Tilke was founded by Hermann Tilke; a one-time racing driver with a background in civil engineering, and his Partner Peter Wahl. Twenty-four years later Tilke employs more than 200 people and has overseas offices in Mexico, Singapore, Abu Dhabi and Bahrain. Today, the company’s expertise is in demand by clients also wishing to build unique sports facilities and clubs, including owners of private racetracks, golf courses and equestrian centres. Like motor racing circuits, topography is a major consideration for such projects.

“Even on the large, hand-made models we often need decorative details or extra elements to enhance our presentation,” said Mr Schleibach. “For example, we can find objects online, which we can download as 3D CAD files and print using the printer.” The Spectrum Z510/cx allows designers to output models in hours, not days, and build multiple models at the same time by stacking and nesting parts. “The result is that it takes a lot less time and money to build a large model.”

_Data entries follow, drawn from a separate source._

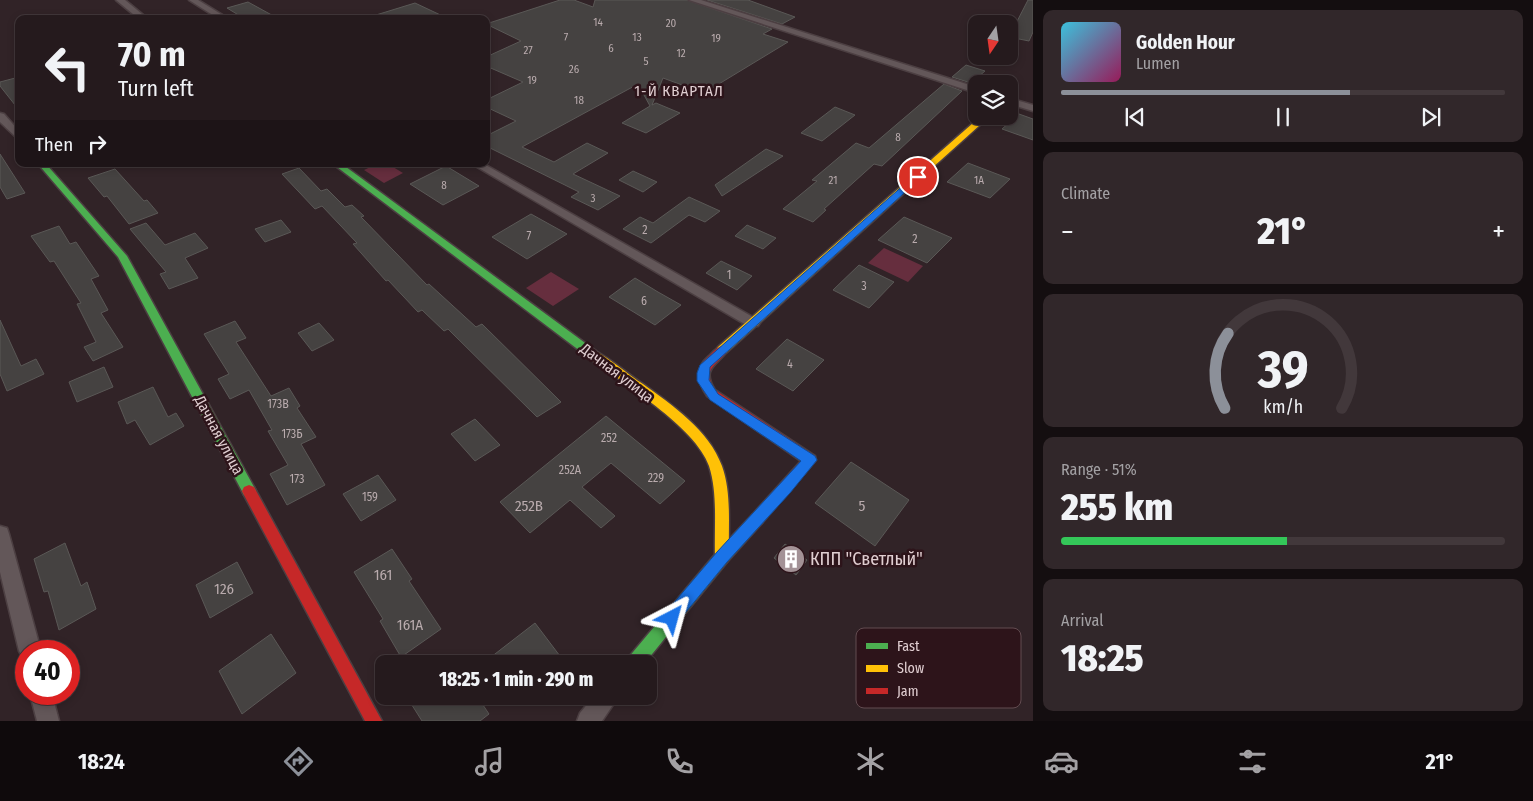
<!DOCTYPE html>
<meta charset="utf-8">
<style>
body{margin:0;font-family:"Fira Sans Condensed",sans-serif;background:#31272a;color:#f1f3f6;height:100vh;display:flex;flex-direction:column;font-size:19px;white-space:nowrap}
*{box-sizing:border-box;margin:0}
p{font-size:16px;color:#a3a1a4}
.icon{flex:none;width:28px;height:28px;fill:none;stroke:currentColor;stroke-width:2;stroke-linecap:round;stroke-linejoin:round}
.map{position:relative;flex:1;overflow:hidden}
.panel{display:flex;flex-direction:column;gap:10px;padding:10px;background:#140e10;width:500px}
.panel>*{flex:none}
.banner{position:absolute;left:15px;top:15px;width:475px;height:152px;border-radius:10px;box-shadow:0 2px 8px #0003,0 0 0 1px #42383b;background:#251a1d;color:#f1f3f6;overflow:hidden}
.needle{width:32px;rotate:193deg}
.controls{position:absolute;left:968px;top:15px;display:grid;gap:10px}
.controls a{display:grid;place-items:center;width:50px;height:50px;border-radius:10px;background:#251a1d;box-shadow:0 2px 8px #0003,0 0 0 1px #42383b;font-size:25px}
.speed{position:absolute;left:15px;top:640px;display:flex;gap:10px;font-size:25px;font-weight:700;text-align:center}
.speed>*{display:grid;place-content:center;width:65px;height:65px;border-radius:50%;background:#251a1d;box-shadow:0 2px 8px #0003,0 0 0 1px #42383b;line-height:1}
.speed .limit{border:8px solid #d22;background:#fff;color:#111}
.pin{position:absolute;display:grid;place-items:center;width:42px;height:42px;color:#fff;margin:-21px;border:2px solid #fff;border-radius:50%;box-shadow:0 1px 5px #0007}
.me{position:absolute;width:55px;margin:-28px;rotate:39deg;stroke-linejoin:round;filter:drop-shadow(0 0 4px #0008)}
.turn{display:flex;align-items:center;gap:18px;height:105px;padding:0 20px;font-size:22px}
.turn .icon{width:65px;height:65px;stroke-width:2.5}
.turn b{display:block;font-size:35px;line-height:42px}
.then{display:flex;align-items:center;height:48px;padding:0 20px;background:#0003;gap:10px;font-size:19px}
.big{font-size:38px;font-weight:800;line-height:1.1}
.panel .card{flex:1;display:flex;flex-direction:column;justify-content:center;gap:8px;min-width:0;padding:0 18px;border-radius:10px;background:#31272a}
.panel .dial{align-items:center;gap:0}
.dial svg{height:130px;overflow:visible;fill:none;stroke:#42383b;stroke-width:7;stroke-linecap:round;text-anchor:middle}
.dial text{fill:#f1f3f6;stroke:none}
.song{display:flex;align-items:center;gap:15px}
.cover{width:60px;height:60px;border-radius:8px;background:linear-gradient(135deg,hsl(190 70% 55%),hsl(330 70% 35%))}
.played{height:5px;border-radius:2px;background:linear-gradient(90deg,#8c9099 65%,#42383b 65%)}
.keys{display:flex;justify-content:space-around;direction:ltr}
.heat{display:flex;justify-content:space-between;align-items:center;font-size:28px;direction:ltr}
.charge{height:8px;border-radius:4px;background:linear-gradient(90deg,#34c759 51%,#42383b 0)}
.trip{position:absolute;left:375px;top:655px;width:282px;height:50px;border-radius:10px;background:#251a1d;box-shadow:0 2px 8px #0003,0 0 0 1px #42383b;font-weight:800;line-height:50px;text-align:center}
.menu{display:flex;height:80px;justify-content:space-around;align-items:center;background:#0f0a0c;color:#a3a1a4}
.menu .icon{width:35px;height:35px}
.menu .active{color:#8c9099}
.menu b{font-size:22px;color:#f1f3f6}
main{display:flex;flex:1;min-height:0}
.map>svg:first-child{display:block}
.green{fill:#662e3e}
.building{fill:#454241;stroke:#5a5856}
.lines{fill:none;stroke-linecap:round;stroke-linejoin:round}
.street-casing{stroke:#4c3f42;stroke-width:3}
.fast-casing{stroke:#4c3f42;stroke-width:3}
.slow-casing{stroke:#4c3f42;stroke-width:3}
.jam-casing{stroke:#4c3f42;stroke-width:3}
.street{fill:#635759;fill-rule:evenodd}
.fast{fill:#4caf50;fill-rule:evenodd}
.slow{fill:#ffc107;fill-rule:evenodd}
.jam{fill:#c62828;fill-rule:evenodd}
.route{fill:#1a73e8;stroke:#114b97}
.labels{text-anchor:middle;stroke-width:5;stroke-linejoin:round;paint-order:stroke}
.far-number-label{font-size:11px;fill:#b9abad}
.number-label{font-size:12px;fill:#b9abad}
.far-quarter-label{font-size:15px;letter-spacing:1px;fill:#e0ced1;stroke:#2d141a}
.street-label{font-size:15px;fill:#e0ced1;stroke:#2d141a}
.near-number-label{font-size:15px;fill:#b9abad}
.near-poi-label{font-size:18px;fill:#e0ced1;stroke:#2d141a;text-anchor:start}
.key{fill:#2d141a;stroke:#634c51;stroke-width:1}
.key-label{font-size:14px;fill:#e0ced1}
</style>
<main>
<div class="map">
<svg width="1033" height="721" viewBox="0 0 1033 721">
<rect width="100%" height="100%" fill="#312327"/>
<g class="green">
<path d="M377,164H388L403,173L384,183L364,170Z"/>
<path d="M884,248L923,266L908,282L868,263Z"/>
<path d="M551,272L579,289L553,306L526,288Z"/>
</g>
<g class="building">
<path d="M560,0H574L593,7L595,0H687L772,29L763,34L788,42L704,93L663,78L652,105L656,103L680,113L646,133L622,123L650,106L638,84L522,147L554,162L587,143L608,153L573,174L620,196L598,210L571,197L579,192L486,146V136L516,121L486,107V100L523,82L486,66V57L521,41L486,24Z"/>
<path d="M707,0H748L795,17L782,24Z"/>
<path d="M1028,0H1033V32L1029,41L1009,37Z"/>
<path d="M248,2L279,19H245L227,8Z"/>
<path d="M415,3L449,19H376V15Z"/>
<path d="M966,65L985,71L971,83L952,77Z"/>
<path d="M19,77V110L0,86V82Z"/>
<path d="M944,84L962,91L882,166L874,164L824,209L826,210L813,222L783,209L817,181L812,180L856,143L869,148Z"/>
<path d="M835,107L855,115L822,141L801,133Z"/>
<path d="M1019,114L1033,119V140L1002,129Z"/>
<path d="M766,149L783,156L722,196L715,185Z"/>
<path d="M0,154L25,193L7,199L0,187Z"/>
<path d="M968,163L1010,179L990,198L947,182Z"/>
<path d="M446,166L479,186L443,205L410,184Z"/>
<path d="M299,168L321,191L327,189L345,207L352,205L364,216L361,217L427,285L429,284L476,327L482,324L561,402L537,417L448,329L444,331L422,310L418,312L388,280L386,281L353,244L357,243L322,206L315,209L282,174Z"/>
<path d="M115,169L144,201L147,200L158,213L129,224L107,196L104,197L88,178Z"/>
<path d="M633,171L657,182L643,192L619,180Z"/>
<path d="M689,197L720,211L705,222L689,215L651,243L623,229L640,217L653,223Z"/>
<path d="M531,214L567,234L527,259L492,237Z"/>
<path d="M904,217L952,238L927,263L878,240Z"/>
<path d="M281,220L291,232L265,242L255,229Z"/>
<path d="M146,223L165,245L195,233L208,248L185,258L198,278L169,289L160,274L166,272L130,229Z"/>
<path d="M747,225L776,238L763,249L735,236Z"/>
<path d="M59,226L70,244L76,242L99,276L91,279L108,310L101,313L123,347L93,361L84,347L96,342L77,304L81,303L54,261L50,262L31,236Z"/>
<path d="M721,261L752,276L737,290L706,273Z"/>
<path d="M859,265L894,282L869,308L833,290Z"/>
<path d="M635,278L658,292L681,305L655,325L609,297Z"/>
<path d="M0,320L21,366L36,359L44,374L7,391L0,374Z"/>
<path d="M235,321L246,338L236,342L271,396L289,388L300,406L297,408L316,437L301,444L325,485L287,505L270,474L288,465L268,431L272,430L249,390L230,399L218,379L229,374L204,334Z"/>
<path d="M319,323L334,340L312,351L298,333Z"/>
<path d="M787,339L824,360L793,391L756,369Z"/>
<path d="M104,367L113,387L77,402L69,382Z"/>
<path d="M153,387L168,417L176,413L184,426L150,445L135,420L127,424L118,402Z"/>
<path d="M606,416L685,481L660,504L611,463L582,487L615,516L601,528L570,500L530,533L500,502Z"/>
<path d="M475,419L500,445L475,461L451,434Z"/>
<path d="M851,462L909,500L875,546L815,503Z"/>
<path d="M378,475L396,500L361,521L343,494Z"/>
<path d="M65,543L81,586L87,582L96,609L59,630L48,591L44,592L34,559Z"/>
<path d="M785,544L807,560L796,575L774,558Z"/>
<path d="M392,549L412,579L409,581L441,629L401,657L380,621L383,619L354,572Z"/>
<path d="M237,562L253,593L210,618L196,585Z"/>
<path d="M535,623L566,664H482Z"/>
<path d="M271,634L296,673L242,714L219,671Z"/>
<path d="M418,696H477L489,714L480,721H422L410,702Z"/>
</g>
<g class="lines">
<defs>
<g id="street">
<path d="M116,0H125L148,19H139Z"/>
<path d="M189,0H198L229,19H219Z"/>
<path d="M689,0H701L976,87V93Z"/>
<path d="M1009,98L1033,105V111L1009,104Z"/>
<path d="M0,113L4,114L19,131V140L0,122Z"/>
<path d="M472,164H484L758,320L760,323L758,326H748Z"/>
<path d="M0,526L7,528L9,534L41,651H26V660L23,658L19,651L0,572Z"/>
<path d="M30,694H52L59,721H37Z"/>
<path d="M594,696H619L602,721H577L580,713Z"/>
</g>
<g id="fast">
<path d="M38,164H46L127,256L254,487L256,491L254,495L249,497L244,495L118,257Z"/>
<path d="M333,164H342L596,351L598,354L596,357H588Z"/>
<path d="M757,513L762,515L764,519L762,523L727,562L644,664H626L628,658L717,552L752,515Z"/>
</g>
<g id="slow">
<path d="M981,116H990L726,353H718L716,350L718,347Z"/>
<path d="M592,350C605,354 630,376 643,384C672,405 709,430 722,466C732,494 728,527 729,557L727,562L722,564L717,562L715,557C714,527 718,494 709,466C696,427 621,382 588,357L586,354Z"/>
</g>
<g id="jam">
<path d="M722,346L728,350C717,366 701,368 715,390L815,456L816,460L762,523L757,525L752,523L750,519L752,515L801,461L707,396C697,381 694,369 709,356C713,352 716,348 722,346Z"/>
<path d="M249,485L254,487L382,721H365L244,495L242,491L244,487Z"/>
</g>
</defs>
<use href="#street" class="street-casing"/>
<use href="#fast" class="fast-casing"/>
<use href="#slow" class="slow-casing"/>
<use href="#jam" class="jam-casing"/>
<use href="#street" class="street"/>
<use href="#fast" class="fast"/>
<use href="#slow" class="slow"/>
<use href="#jam" class="jam"/>
</g>
<path class="route" d="M915,175L922,177L710,367L709,380L718,394L815,456L817,460L790,493L727,562L677,623L672,626L666,623L664,618L666,612L717,552L801,461L710,400L697,381V373L700,365Z"/>
<defs>
<symbol id="building-disc" viewBox="-11 -11 22 22"><circle r="9.5" fill="#a39296" stroke="#2d141a"/><path d="M-4-6H4V6H1V3H-1V6H-4ZM-2.5-4.3h1.7v1.8h-1.7ZM.8-4.3h1.7v1.8H.8ZM-2.5-1h1.7V.8h-1.7ZM.8-1h1.7V.8H.8Z" fill="#fff"/></symbol>
</defs>
<g fill-rule="evenodd">
<use href="#building-disc" x="775" y="543" width="32" height="32"/>
</g>
<g class="labels">
<g class="far-number-label">
<text x="598" y="26">14</text>
<text x="671" y="27">20</text>
<text x="566" y="41">7</text>
<text x="637" y="41">13</text>
<text x="716" y="42">19</text>
<text x="611" y="52">6</text>
<text x="528" y="54">27</text>
<text x="681" y="57">12</text>
<text x="646" y="65">5</text>
<text x="574" y="73">26</text>
<text x="532" y="84">19</text>
<text x="579" y="104">18</text>
<text x="898" y="141">8</text>
<text x="833" y="184">21</text>
<text x="979" y="184">1А</text>
<text x="444" y="189">8</text>
<text x="593" y="202">3</text>
</g>
<g class="number-label">
<text x="645" y="234">2</text>
<text x="529" y="240">7</text>
<text x="915" y="243">2</text>
<text x="729" y="279">1</text>
<text x="864" y="290">3</text>
<text x="644" y="305">6</text>
<text x="790" y="368">4</text>
<text x="278" y="408">173В</text>
<text x="292" y="438">173Б</text>
<text x="609" y="442">252</text>
<text x="570" y="474">252А</text>
<text x="656" y="482">229</text>
<text x="297" y="483">173</text>
<text x="370" y="501">159</text>
</g>
<g class="far-quarter-label">
<text x="679" y="96">1-Й КВАРТАЛ</text>
</g>
<g class="street-label">
<text transform="translate(617 373) rotate(37)" y="5">Дачная улица</text>
<text transform="translate(219 435) rotate(62)" y="5">Дачная улица</text>
</g>
<g class="near-number-label">
<text x="529" y="511">252В</text>
<text x="862" y="511">5</text>
<text x="383" y="580">161</text>
<text x="224" y="594">126</text>
<text x="410" y="630">161А</text>
</g>
<g class="near-poi-label">
<text x="810" y="565">КПП "Светлый"</text>
</g>
</g>
<rect x="856" y="628" width="165" height="80" rx="8" class="key"/>
<rect x="866" y="643" width="22" height="6" fill="#4caf50"/>
<rect x="866" y="665" width="22" height="7" fill="#ffc107"/>
<rect x="866" y="688" width="22" height="6" fill="#c62828"/>
<g class="key-label">
<text x="897" y="651">Fast</text>
<text x="897" y="673">Slow</text>
<text x="897" y="696">Jam</text>
</g>
</svg>
<div class="controls">
<a><svg class="needle" viewBox="-14 -14 28 28"><path d="M0-13l5 13h-10z" fill="#e53935"/><path d="M0 13l5-13h-10z" fill="#a3a1a4"/></svg></a>
<a><svg class="icon" aria-label="layers" viewBox="0 0 24 24"><path d="M12 4l9 5-9 5-9-5zM3 14l9 5 9-5"/></svg></a>
</div>
<div class="speed"><div class="limit">40</div></div>
<div class="pin" style="left:918px;top:177px;background:#d93025"><svg class="icon" aria-label="arrive" viewBox="0 0 24 24"><path d="M6 21V4h12l-3 4 3 4H6"/></svg></div>
<svg class="me" style="left:672px;top:618px" viewBox="-20 -20 40 40"><path d="M0-17L14 15 0 8-14 15z" fill="#1a73e8" stroke="#fff" stroke-width="4"/></svg>
<div class="trip">18:25 · 1 min · 290 m</div>
<div class="banner">
<div class="turn"><svg class="icon" aria-label="left" viewBox="0 0 24 24"><path d="M17 20v-9H6M10 6l-5 5 5 5"/></svg><div><b>70 m</b>Turn left</div></div>
<div class="then">Then<svg class="icon" aria-label="right" viewBox="0 0 24 24"><path d="M7 20v-9h11M14 6l5 5-5 5"/></svg></div>
</div>
</div>
<section class="panel">
<div class="card">
<div class="song"><i class="cover"></i><div><b>Golden Hour</b><p>Lumen</p></div></div>
<div class="played"></div>
<div class="keys"><svg class="icon" aria-label="previous" viewBox="0 0 24 24"><path d="M18 5L8 12l10 7zM5 5v14"/></svg><svg class="icon" aria-label="pause" viewBox="0 0 24 24"><path d="M8 5v14M16 5v14"/></svg><svg class="icon" aria-label="next" viewBox="0 0 24 24"><path d="M6 5l10 7-10 7zM19 5v14"/></svg></div>
</div>
<div class="card"><p>Climate</p>
<div class="heat"><a>−</a><b class="big">21°</b><a>+</a></div>
</div>
<div class="card dial"><svg viewBox="0 0 100 80">
<path d="M14 69A42 42 0 1 1 86 69"/>
<path d="M14 69A42 42 0 0 1 16 23" stroke="#8c9099"/>
<text x="50" y="56" font-size="32" font-weight="700">39</text>
<text x="50" y="72" font-size="11">km/h</text>
</svg></div>
<div class="card"><p>Range · 51%</p><b class="big">255 km</b><div class="charge"></div></div>
<div class="card"><p>Arrival</p><b class="big">18:25</b></div>
</section>
</main>
<nav class="menu">
<b>18:24</b>
<svg class="icon active" aria-label="directions" viewBox="0 0 24 24"><path d="M12 3l9 9-9 9-9-9zM9 14v-3h6M13 9l2 2-2 2"/></svg>
<svg class="icon" aria-label="music" viewBox="0 0 24 24"><path d="M9 18V5l10-2v13"/><circle cx="6" cy="18" r="3"/><circle cx="16" cy="16" r="3"/></svg>
<svg class="icon" aria-label="phone" viewBox="0 0 24 24"><path d="M5 4h4l2 5-3 2q2 4 5 5l2-3 5 2v4C11 20 4 13 5 4z"/></svg>
<svg class="icon" aria-label="climate" viewBox="0 0 24 24"><path d="M12 3v18M4 7l16 10M4 17L20 7"/></svg>
<svg class="icon" aria-label="car" viewBox="0 0 24 24"><path d="M5 17H2v-5l4-1 3-4h7l3 4 3 1v5h-3M9 17h6M6 11h13"/><circle cx="7" cy="17" r="2"/><circle cx="17" cy="17" r="2"/></svg>
<svg class="icon" aria-label="filters" viewBox="0 0 24 24"><path d="M4 7h16M4 17h16"/><circle cx="9" cy="7" r="2"/><circle cx="15" cy="17" r="2"/></svg>
<b>21°</b>
</nav>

3D models and product prototypes are about communication, and nothing communicates better than colour, which vividly renders architectural designs and landscapes. The Spectrum Z510/cx allows firms like Tilke to produce realistic colour models without paint and to better evaluate the look, feel and style of designs. “As well as improving our model making process, the Spectrum Z510/cx has allowed us to pitch for projects in new areas,” said Mrs Noppeney.

“We can also produce concepts much more quickly and to higher standards of finish. The machine has changed the way we explore ideas and how we present to clients.”